After being demobbed, he spent two years working with Edinburgh solicitors Davidson & Syme. He was called to the Bar in 1947 and became a QC in 1960.

He served as commissioner for the Mental Welfare Commission, 1962-65, and senior advocate depute at the Crown Office, 1964-65, before being appointed sheriff principal for Caithness, Sutherland, Orkney and Shetland, where he stayed until 1975.

He was sheriff principal of South Strathclyde, 1975-78, and then became sheriff principal of Lothian and Borders. One of his major achievements was to campaign for the building
of the new courts in Chambers Street.

He was chairman of the Sheriff Court Rules Council 1975-81, but also served on a wide range of bodies outside the legal sphere, including the Scottish Medical Practices Committee, 1973-76, the Scottish Records Advisory Council, 1974-83; and as convener of Edinburgh University’s General Council Business Committee, 1980-84.

He was chairman of the Sir Walter Scott Society, 1989-92, president of the Royal High School former pupils club in 1975 and honorary president, 1982-91. He also visited by ship all the manned lighthouses in Scotland as a commissioner of Northern Lighthouse Board, 1965-89, serving as chairman in 1983-84 and 1986-87.

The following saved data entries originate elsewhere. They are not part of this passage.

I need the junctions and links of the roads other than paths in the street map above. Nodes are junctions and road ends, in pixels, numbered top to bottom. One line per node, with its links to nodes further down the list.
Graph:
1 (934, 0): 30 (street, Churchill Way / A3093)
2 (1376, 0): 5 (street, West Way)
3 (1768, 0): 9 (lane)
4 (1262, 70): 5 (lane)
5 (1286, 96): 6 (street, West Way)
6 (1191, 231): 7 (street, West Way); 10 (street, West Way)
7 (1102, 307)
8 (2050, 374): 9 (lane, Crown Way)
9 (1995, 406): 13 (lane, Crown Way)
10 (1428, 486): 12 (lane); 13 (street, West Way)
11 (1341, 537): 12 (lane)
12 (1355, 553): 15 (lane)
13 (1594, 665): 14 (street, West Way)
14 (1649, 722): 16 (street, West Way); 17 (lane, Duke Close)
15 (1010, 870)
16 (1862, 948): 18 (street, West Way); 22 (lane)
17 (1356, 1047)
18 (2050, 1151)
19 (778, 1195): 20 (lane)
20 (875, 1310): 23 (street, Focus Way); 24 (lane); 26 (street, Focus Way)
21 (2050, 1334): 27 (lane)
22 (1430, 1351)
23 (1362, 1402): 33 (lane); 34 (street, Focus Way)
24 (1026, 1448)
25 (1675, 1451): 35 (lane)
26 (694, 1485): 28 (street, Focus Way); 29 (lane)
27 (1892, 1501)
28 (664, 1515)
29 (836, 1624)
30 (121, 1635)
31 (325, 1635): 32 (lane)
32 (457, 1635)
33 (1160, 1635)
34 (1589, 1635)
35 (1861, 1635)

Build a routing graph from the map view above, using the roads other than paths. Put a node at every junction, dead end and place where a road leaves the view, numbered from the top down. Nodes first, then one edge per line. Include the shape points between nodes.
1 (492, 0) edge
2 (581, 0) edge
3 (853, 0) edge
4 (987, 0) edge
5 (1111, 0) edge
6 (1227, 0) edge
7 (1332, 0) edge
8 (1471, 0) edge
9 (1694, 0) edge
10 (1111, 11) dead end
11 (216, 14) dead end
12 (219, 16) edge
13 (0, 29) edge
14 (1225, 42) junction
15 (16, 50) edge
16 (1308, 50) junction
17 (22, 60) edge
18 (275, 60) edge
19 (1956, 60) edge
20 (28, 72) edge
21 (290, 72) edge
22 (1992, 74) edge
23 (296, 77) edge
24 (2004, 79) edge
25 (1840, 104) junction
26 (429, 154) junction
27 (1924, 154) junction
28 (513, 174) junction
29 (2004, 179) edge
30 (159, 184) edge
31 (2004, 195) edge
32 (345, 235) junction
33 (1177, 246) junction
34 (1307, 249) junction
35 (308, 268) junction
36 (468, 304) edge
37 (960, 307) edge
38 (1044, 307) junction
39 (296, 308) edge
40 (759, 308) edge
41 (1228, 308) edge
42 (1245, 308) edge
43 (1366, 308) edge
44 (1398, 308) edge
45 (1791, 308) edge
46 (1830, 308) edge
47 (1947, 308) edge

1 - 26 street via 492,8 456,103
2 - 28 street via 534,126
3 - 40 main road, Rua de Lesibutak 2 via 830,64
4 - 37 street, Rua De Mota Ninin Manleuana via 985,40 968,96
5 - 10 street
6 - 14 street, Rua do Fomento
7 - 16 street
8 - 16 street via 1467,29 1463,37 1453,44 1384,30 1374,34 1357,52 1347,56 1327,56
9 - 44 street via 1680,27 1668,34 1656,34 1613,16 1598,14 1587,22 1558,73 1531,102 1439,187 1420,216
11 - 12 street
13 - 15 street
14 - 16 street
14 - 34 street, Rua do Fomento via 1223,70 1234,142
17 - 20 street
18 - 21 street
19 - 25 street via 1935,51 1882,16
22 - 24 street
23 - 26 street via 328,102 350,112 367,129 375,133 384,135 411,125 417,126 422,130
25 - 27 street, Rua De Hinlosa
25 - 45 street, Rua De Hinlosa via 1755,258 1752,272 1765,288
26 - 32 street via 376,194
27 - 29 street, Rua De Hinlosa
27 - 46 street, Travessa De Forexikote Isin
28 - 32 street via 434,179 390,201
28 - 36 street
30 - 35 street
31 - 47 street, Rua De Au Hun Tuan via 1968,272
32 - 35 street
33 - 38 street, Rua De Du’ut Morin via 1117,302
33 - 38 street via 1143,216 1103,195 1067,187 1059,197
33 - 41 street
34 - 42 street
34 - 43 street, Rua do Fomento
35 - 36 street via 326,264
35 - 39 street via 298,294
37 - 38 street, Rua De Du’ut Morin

After his retirement in 1989, Sir Fred often joined a group of fellow senior members at Bruntsfield Golf Course, known as the Amblers, on a Wednesday morning for as many holes as the weather permitted. He was made an honorary member of the club, having been a member for 62 years, playing regularly in annual matches between the Bar and the Bench. He continued to play golf until he was 90 and retook – and passed – his advanced driving test in his mid-nineties.

He was knighted in 1984. His wife, whom he married in 1950, died last year. They are survived by two sons and a daughter.